Detection of X-ray/UV delay in NGC 4051 using AstroSat observationsKumari, Kavita;Dewangan, G. C.;Papadakis, I. E.;Singh, K. P.
doi: 10.48550/arxiv.2311.02722pmid: N/A
Abstract:We study the connection between the variations in the far ultra-violet (FUV), near ultra-violet (NUV) and X-ray band emission from NGC 4051 using 4-days long AstroSat observations performed during 5-9 June 2016. NGC 4051 showed rapid variability in all three bands with the strongest variability amplitude in the X-ray band ($F_{var} \sim 37\%$) and much weaker variability in the UV bands ($F_{var} \sim 3 - 5\%$). Cross-correlation analysis performed using Interpolated cross-correlation Functions (ICCF) and Discrete cross-correlation Functions (DCF) revealed a robust correlation ($\sim 0.75$) between the UV and X-ray light curves. The variations in the X-ray band are found to lead those in the FUV and NUV bands by $\sim 7.4{\rm~ks}$ and $\sim 24.2{\rm~ks}$, respectively. The UV lags favour the thermal disc reprocessing model.

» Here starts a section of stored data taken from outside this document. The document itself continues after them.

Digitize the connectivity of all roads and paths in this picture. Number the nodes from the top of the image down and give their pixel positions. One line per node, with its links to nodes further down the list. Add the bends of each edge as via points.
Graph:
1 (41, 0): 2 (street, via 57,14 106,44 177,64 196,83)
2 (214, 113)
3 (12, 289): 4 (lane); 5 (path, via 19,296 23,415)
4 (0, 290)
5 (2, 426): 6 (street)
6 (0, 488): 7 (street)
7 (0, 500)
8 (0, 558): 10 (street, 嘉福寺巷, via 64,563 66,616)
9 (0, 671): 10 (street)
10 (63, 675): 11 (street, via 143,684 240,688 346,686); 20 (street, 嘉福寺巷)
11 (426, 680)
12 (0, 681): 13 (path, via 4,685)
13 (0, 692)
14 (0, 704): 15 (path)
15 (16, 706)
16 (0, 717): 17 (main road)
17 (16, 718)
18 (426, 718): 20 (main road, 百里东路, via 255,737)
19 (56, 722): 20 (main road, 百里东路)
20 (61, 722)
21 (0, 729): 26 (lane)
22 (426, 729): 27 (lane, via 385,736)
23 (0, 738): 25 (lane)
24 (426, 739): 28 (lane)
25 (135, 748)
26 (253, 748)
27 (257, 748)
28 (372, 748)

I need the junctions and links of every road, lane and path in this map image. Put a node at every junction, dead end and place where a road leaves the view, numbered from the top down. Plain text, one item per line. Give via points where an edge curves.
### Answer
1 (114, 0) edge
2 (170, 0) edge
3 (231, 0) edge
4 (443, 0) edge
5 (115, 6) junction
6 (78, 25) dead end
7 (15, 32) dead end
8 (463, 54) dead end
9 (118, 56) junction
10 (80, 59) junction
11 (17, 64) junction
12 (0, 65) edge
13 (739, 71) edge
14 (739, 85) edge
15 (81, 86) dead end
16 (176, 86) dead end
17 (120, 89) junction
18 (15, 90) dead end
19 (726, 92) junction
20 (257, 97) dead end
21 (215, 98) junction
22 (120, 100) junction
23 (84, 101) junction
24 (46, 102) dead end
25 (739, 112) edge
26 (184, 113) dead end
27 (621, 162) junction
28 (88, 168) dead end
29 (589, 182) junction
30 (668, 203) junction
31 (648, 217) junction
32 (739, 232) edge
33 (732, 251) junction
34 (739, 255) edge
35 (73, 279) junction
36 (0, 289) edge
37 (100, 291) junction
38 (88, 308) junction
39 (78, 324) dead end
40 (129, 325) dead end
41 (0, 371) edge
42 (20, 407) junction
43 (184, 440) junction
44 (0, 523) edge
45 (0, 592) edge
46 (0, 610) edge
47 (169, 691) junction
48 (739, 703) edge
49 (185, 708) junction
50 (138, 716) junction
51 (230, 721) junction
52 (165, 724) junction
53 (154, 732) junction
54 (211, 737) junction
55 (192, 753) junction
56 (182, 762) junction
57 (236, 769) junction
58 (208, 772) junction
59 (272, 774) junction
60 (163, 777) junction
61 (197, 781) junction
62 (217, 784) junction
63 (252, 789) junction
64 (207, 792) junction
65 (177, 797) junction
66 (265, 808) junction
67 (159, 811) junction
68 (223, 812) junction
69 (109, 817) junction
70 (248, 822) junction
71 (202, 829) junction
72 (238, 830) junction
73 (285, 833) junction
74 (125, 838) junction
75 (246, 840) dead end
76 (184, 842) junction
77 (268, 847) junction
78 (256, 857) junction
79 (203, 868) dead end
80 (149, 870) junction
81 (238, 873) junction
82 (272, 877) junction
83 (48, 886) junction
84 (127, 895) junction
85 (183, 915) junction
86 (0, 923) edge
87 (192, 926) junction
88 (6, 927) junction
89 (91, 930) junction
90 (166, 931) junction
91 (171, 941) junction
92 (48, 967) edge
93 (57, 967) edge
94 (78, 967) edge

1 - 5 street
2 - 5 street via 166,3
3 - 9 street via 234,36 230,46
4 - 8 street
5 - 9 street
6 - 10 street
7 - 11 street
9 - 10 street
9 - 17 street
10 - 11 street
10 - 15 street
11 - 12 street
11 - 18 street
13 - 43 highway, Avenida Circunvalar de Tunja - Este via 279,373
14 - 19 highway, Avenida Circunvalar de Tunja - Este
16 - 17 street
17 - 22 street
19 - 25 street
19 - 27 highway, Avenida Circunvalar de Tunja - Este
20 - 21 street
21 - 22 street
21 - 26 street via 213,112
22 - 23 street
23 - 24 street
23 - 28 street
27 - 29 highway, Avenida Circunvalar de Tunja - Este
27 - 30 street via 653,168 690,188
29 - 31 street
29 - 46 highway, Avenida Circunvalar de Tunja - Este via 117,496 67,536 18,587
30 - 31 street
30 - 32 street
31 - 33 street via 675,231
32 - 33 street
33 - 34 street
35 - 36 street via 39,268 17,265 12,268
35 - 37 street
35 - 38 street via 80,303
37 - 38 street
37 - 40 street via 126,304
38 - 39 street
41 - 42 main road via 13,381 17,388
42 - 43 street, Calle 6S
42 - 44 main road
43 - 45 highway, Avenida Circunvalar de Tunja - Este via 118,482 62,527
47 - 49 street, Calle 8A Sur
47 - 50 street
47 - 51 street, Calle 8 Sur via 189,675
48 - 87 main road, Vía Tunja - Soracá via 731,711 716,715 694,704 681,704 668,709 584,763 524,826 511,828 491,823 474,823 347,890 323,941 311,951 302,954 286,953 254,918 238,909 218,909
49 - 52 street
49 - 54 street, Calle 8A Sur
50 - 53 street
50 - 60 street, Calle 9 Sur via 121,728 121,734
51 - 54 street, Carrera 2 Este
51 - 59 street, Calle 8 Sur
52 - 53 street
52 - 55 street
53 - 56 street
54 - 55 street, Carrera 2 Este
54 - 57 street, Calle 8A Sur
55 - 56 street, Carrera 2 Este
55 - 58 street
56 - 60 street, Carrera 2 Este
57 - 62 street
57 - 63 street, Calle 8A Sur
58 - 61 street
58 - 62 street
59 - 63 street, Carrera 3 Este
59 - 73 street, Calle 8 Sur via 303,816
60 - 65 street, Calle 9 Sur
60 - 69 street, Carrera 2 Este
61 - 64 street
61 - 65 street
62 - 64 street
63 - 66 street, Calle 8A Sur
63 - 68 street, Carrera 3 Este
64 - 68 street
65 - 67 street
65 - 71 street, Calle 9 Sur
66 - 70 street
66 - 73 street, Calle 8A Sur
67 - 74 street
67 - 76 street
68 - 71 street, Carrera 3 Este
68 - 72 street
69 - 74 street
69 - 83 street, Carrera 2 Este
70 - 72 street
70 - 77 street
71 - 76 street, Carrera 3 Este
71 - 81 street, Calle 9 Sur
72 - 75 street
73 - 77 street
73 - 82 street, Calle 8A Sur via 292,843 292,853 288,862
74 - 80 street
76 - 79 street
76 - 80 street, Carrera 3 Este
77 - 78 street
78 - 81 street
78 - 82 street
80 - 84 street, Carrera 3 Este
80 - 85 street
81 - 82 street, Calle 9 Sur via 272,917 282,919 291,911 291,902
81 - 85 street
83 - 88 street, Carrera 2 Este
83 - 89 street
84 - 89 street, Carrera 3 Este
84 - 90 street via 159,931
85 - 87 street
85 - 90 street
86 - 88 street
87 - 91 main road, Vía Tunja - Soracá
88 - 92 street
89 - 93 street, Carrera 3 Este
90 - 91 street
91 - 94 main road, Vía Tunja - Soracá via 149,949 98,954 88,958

The FUV and NUV bands are strongly correlated ($\sim 0.9$) and the variations in the FUV band lead those in the NUV band by $\sim 13{\rm~ks}$. Comparison of the UV lags found using the AstroSat observations with those reported earlier and the theoretical model for thermal reverberation time-lag suggests a possible change in either the geometry of the accretion disc/corona or the height of the corona.